Exercise details » Among the following entries, how many lines hold the string "screen"? State only the number.

Collected data entries »
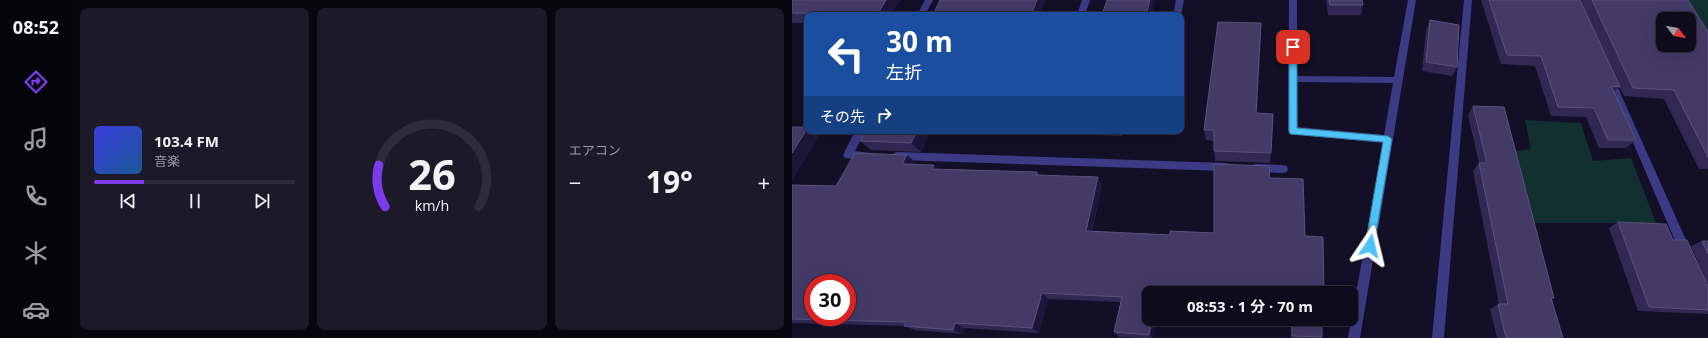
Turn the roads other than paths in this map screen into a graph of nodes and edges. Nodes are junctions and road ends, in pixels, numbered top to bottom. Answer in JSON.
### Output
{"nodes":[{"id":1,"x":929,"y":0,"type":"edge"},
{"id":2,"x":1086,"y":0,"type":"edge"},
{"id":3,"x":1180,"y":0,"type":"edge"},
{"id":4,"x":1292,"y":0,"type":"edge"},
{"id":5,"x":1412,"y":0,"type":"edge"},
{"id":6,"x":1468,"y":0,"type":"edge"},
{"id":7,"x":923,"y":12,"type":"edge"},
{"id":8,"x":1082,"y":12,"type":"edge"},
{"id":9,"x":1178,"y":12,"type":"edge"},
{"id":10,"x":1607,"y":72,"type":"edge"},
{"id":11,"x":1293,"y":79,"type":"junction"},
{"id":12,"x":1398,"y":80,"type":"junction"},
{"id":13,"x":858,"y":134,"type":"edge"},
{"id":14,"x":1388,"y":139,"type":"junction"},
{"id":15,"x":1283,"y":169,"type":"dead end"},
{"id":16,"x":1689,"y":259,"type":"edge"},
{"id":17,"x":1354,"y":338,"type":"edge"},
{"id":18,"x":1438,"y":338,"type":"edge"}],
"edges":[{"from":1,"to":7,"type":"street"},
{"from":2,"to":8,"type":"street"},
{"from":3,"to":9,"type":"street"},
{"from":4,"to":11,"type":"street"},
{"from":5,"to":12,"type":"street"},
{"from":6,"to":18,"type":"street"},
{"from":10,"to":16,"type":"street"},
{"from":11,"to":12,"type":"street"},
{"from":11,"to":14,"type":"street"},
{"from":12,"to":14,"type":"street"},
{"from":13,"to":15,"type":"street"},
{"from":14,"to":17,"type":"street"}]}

...

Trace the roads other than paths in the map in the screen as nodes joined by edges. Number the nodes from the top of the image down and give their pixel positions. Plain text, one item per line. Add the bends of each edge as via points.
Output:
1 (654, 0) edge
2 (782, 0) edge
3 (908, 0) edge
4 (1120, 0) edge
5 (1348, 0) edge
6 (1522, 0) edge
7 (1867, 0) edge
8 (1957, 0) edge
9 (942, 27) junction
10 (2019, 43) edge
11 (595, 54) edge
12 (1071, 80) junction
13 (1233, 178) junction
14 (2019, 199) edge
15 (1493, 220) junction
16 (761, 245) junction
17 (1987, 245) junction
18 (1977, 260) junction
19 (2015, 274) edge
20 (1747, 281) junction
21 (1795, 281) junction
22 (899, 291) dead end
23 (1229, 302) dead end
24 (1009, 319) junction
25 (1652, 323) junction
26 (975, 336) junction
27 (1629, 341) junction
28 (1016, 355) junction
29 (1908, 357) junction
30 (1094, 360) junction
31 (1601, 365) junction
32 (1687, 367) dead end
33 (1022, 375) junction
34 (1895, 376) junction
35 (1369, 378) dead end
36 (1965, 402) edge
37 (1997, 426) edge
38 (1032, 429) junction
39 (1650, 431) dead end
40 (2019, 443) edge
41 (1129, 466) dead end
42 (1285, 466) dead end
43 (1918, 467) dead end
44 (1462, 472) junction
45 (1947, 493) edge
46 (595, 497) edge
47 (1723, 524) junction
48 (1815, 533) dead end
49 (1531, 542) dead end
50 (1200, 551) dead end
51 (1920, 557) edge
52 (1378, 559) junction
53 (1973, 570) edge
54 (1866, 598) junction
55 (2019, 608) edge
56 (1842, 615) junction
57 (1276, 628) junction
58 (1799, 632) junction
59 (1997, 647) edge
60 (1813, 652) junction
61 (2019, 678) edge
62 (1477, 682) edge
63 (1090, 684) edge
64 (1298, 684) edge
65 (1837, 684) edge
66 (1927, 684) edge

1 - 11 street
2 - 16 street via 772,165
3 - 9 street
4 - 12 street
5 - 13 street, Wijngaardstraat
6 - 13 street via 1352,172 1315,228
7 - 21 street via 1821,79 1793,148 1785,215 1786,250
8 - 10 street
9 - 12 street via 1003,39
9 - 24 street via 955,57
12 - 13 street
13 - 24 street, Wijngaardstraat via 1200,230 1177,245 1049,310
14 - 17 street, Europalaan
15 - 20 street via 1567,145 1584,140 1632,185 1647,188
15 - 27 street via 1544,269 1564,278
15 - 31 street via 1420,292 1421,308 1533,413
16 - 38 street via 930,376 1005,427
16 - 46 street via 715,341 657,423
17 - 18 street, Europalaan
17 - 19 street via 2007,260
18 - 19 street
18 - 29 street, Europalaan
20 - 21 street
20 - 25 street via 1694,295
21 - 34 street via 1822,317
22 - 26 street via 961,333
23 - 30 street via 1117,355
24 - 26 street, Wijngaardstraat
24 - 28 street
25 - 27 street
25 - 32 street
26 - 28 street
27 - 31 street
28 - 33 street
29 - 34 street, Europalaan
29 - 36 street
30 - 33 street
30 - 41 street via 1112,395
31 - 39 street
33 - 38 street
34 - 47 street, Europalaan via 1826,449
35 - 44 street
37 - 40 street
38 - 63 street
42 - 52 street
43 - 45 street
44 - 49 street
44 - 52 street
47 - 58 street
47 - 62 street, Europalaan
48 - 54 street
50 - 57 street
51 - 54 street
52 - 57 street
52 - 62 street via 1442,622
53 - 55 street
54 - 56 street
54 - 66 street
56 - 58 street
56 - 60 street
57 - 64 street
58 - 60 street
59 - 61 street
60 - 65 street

Written answer » 2